Also, about half of the money spent on solar in the US is in the installation, not production of the actual hardware.
The US gov’t does not make for a good venture capitalist.
Thanks for the factoids, alan1tx-wiki.
How is that supposed to dissuade investment in green energy?
http://www.mercurynews.com/business/ci_18887134
“Solyndra’s two largest investors are Argonaut Venture Capital and Madrone Capital Partners. . . . Menlo Park-based Madrone Capital Partners invests on behalf of members of the Walton family of Wal-Mart fame . . . ”
The story notes that the principals at both backers are registered Republicans, and have donated more to Republican causes.

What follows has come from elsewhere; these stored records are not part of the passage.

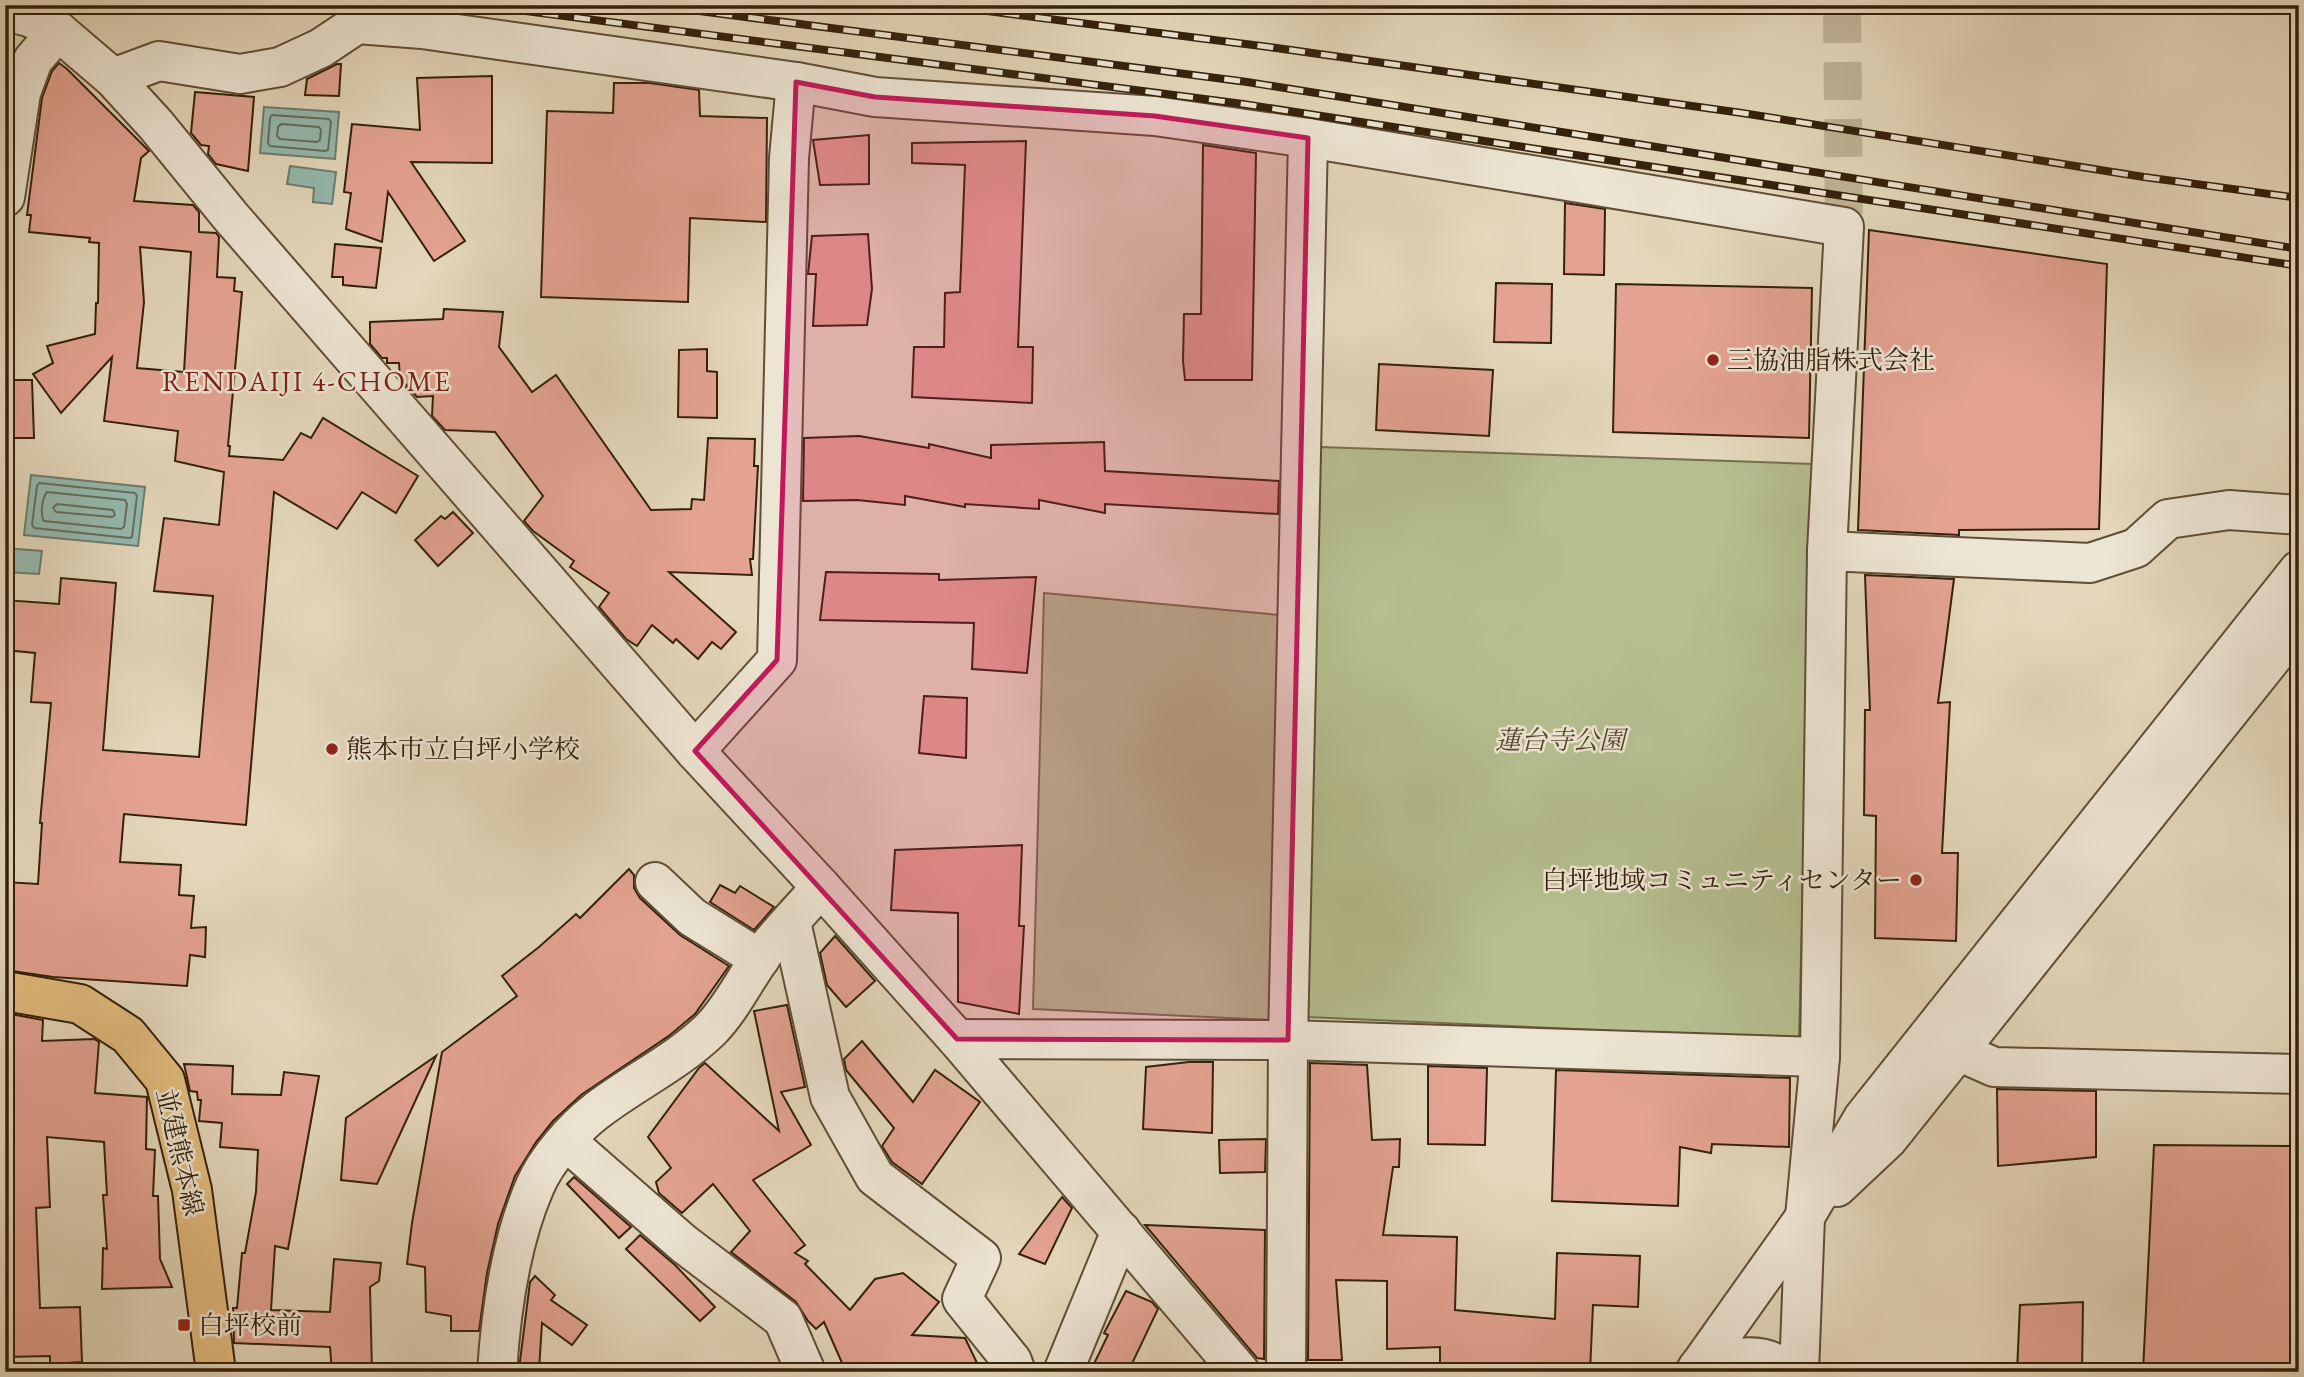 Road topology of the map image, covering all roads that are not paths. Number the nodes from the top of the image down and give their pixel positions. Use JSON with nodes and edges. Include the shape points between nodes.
{"nodes":[{"id":1,"x":5,"y":11,"type":"edge"},
{"id":2,"x":58,"y":31,"type":"junction"},
{"id":3,"x":113,"y":78,"type":"junction"},
{"id":4,"x":796,"y":82,"type":"junction"},
{"id":5,"x":1308,"y":138,"type":"junction"},
{"id":6,"x":5,"y":197,"type":"edge"},
{"id":7,"x":2299,"y":515,"type":"edge"},
{"id":8,"x":1827,"y":551,"type":"junction"},
{"id":9,"x":2299,"y":570,"type":"edge"},
{"id":10,"x":2299,"y":624,"type":"edge"},
{"id":11,"x":695,"y":751,"type":"junction"},
{"id":12,"x":656,"y":882,"type":"dead end"},
{"id":13,"x":821,"y":887,"type":"junction"},
{"id":14,"x":791,"y":922,"type":"junction"},
{"id":15,"x":760,"y":959,"type":"junction"},
{"id":16,"x":5,"y":991,"type":"edge"},
{"id":17,"x":957,"y":1039,"type":"junction"},
{"id":18,"x":1288,"y":1041,"type":"junction"},
{"id":19,"x":1958,"y":1051,"type":"junction"},
{"id":20,"x":1820,"y":1057,"type":"junction"},
{"id":21,"x":2299,"y":1074,"type":"edge"},
{"id":22,"x":566,"y":1141,"type":"junction"},
{"id":23,"x":1805,"y":1217,"type":"junction"},
{"id":24,"x":1121,"y":1231,"type":"junction"},
{"id":25,"x":1697,"y":1370,"type":"edge"},
{"id":26,"x":216,"y":1372,"type":"edge"},
{"id":27,"x":497,"y":1372,"type":"edge"},
{"id":28,"x":806,"y":1372,"type":"edge"},
{"id":29,"x":1016,"y":1372,"type":"edge"},
{"id":30,"x":1063,"y":1372,"type":"edge"},
{"id":31,"x":1240,"y":1372,"type":"edge"},
{"id":32,"x":1286,"y":1372,"type":"edge"},
{"id":33,"x":1786,"y":1372,"type":"edge"},
{"id":34,"x":1799,"y":1372,"type":"edge"}],
"edges":[{"from":1,"to":2,"type":"street"},
{"from":2,"to":3,"type":"street"},
{"from":2,"to":6,"type":"street","via":[[33,60],[20,93]]},
{"from":3,"to":4,"type":"street","via":[[159,61],[240,74],[280,67],[357,24]]},
{"from":3,"to":11,"type":"street"},
{"from":4,"to":5,"type":"street","via":[[875,97],[1155,116]]},
{"from":4,"to":11,"type":"street","via":[[789,158],[777,660]]},
{"from":5,"to":8,"type":"street","via":[[1844,227]]},
{"from":5,"to":18,"type":"street"},
{"from":7,"to":8,"type":"street","via":[[2229,510],[2168,519],[2136,548],[2090,562]]},
{"from":8,"to":20,"type":"street"},
{"from":9,"to":23,"type":"street","via":[[1863,1118]]},
{"from":10,"to":19,"type":"street"},
{"from":11,"to":13,"type":"street"},
{"from":12,"to":15,"type":"street","via":[[692,917]]},
{"from":13,"to":14,"type":"street"},
{"from":13,"to":17,"type":"street"},
{"from":14,"to":15,"type":"street"},
{"from":14,"to":29,"type":"street","via":[[830,1097],[875,1177],[981,1258],[962,1298]]},
{"from":15,"to":22,"type":"street","via":[[710,1029],[655,1074],[595,1112]]},
{"from":16,"to":26,"type":"main road","name":"並建熊本線","via":[[80,1004],[128,1035],[165,1080],[192,1190]]},
{"from":17,"to":18,"type":"street"},
{"from":17,"to":24,"type":"street"},
{"from":18,"to":20,"type":"street"},
{"from":18,"to":32,"type":"street"},
{"from":19,"to":21,"type":"street","via":[[1994,1066]]},
{"from":19,"to":23,"type":"street","via":[[1888,1139]]},
{"from":20,"to":23,"type":"street"},
{"from":22,"to":27,"type":"street","via":[[535,1186],[514,1250]]},
{"from":22,"to":28,"type":"street","via":[[684,1244],[783,1319]]},
{"from":23,"to":25,"type":"street"},
{"from":23,"to":34,"type":"street"},
{"from":24,"to":30,"type":"street"},
{"from":24,"to":31,"type":"street"},
{"from":25,"to":33,"type":"street","via":[[1734,1358],[1756,1358],[1780,1365]]}]}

The Solyndra solar concept has been something that a lot of people thought was hokey to start. Thin film is much less efficient than silicon based systems, but I think is the future. In particular with commercial applications where you have walls of windows that could all be converted or built with glass coated with thin film solar and generate power. The Solyndra concept deposited the thin film inside of small diameter quartz tubes. The idea was that they were lighter and did not require extensive roof modifications and that because of the round profile, as long as the roof is reflective, they are not effected by the path of the sun. The problem is that getting a very uniform coating inside these cylinders is extremely difficult. These units took a very long time to manufacture and a very high reject rate. I hate the idea that all government funding of solar projects takes a big hit because of the one concept, which is very different from any of the more widespread techniques.
David Dayen:
I brought this story to your attention a week ago knowing Republicans would make hay out of it.
The deal? A Democratic “bundler”, Kaiser, had a stake in the company. It’s obviously a conflict of interest. It’s obviously unethical. You or I would steer clear of something like that. Why the lower standard for them? Even there weren’t the corruption, it’s prominently exposed incompetence.
Indeed, even without the pseudo-market trappings, there’s something corrupt about the political hacks (as demonstrated by their nagging e-mails to the OMB) “picking winners”, as Republicans would have it.
It’s why if Democrats won’t fight for the environment on the merits, with a supremely impartial and efficient carbon tax, it’s going to be playing on the same crony capitalism Republican ballfield, whether it’s with “green” lemons like this or “cap-and-trade”.
I’m happy with the enclosed black tube panels consuming my roof which simply heat the water several degrees before it goes into the water heater. I save some electricity that way but don’t know those numbers. The tubes have been there since 1993. Am I in the dark ages now?
I heard the electricity generating panels don’t have much oomph, have a short service life, and are expensive to buy and maintain every few years.
My old system was $280, and it hasn’t cost me a dime since.
“blame the Bush Administration, which started the loan process with Solyndra as far back as 2006 as part of a previous energy bill.”
Sigh. Won’t you people ever learn?
Yes, Solyndra approached the Bush Administration for a loan and was turned down as too risky. Did you think no one would know that or just hope it would be drowned out by the Blame Bush mob chant?
Interesting
The Obama folks – the little people that actually approved the loan guarantee – told Congress that perhaps they did not have enough time to evaluate the loan guarantee.
Curious testimony for a 2006 deal done in 2009.
But it does appear what got it going was the Democratic party connection of one their sponsors – so maybe the Bush folks just ignored the company.
In any case it is being used to dump on green investment backing – ignoring the massive efforts of Germany and China via their governments in this area.
I suspected that ignore via more data requests was going on under Bush – for a lot of different reasons beyond investment risk – but I did not know it was officially turned down.
The Energy Department’s credit committee made a unanimous decision not to offer a loan commitment to Solyndra 9/9/09
http://abcnews.go.com/Blotter/emails-obama-white-house-monitored-huge-loan-connected/story?id=14508865
Hey: I’ve got and Edit button! Thanks, FDL!
Although it does seem to strip out carriage returns…
He doesn’t watch what he does not what he says. Ever since FISA I knew we have been duped. Or at least he duped me. I will regret my vote for the rest of my life.
Typo Alert! The date the DOE rejected the loan under Bush should be 1/9/09: January 9, 2009
Obama took office 01/20/2009
DOE website, 3/20/2009: https://lpo.energy.gov/?p=839
Washington, DC – Energy Secretary Steven Chu today offered a $535 million loan guarantee for Solyndra, Inc.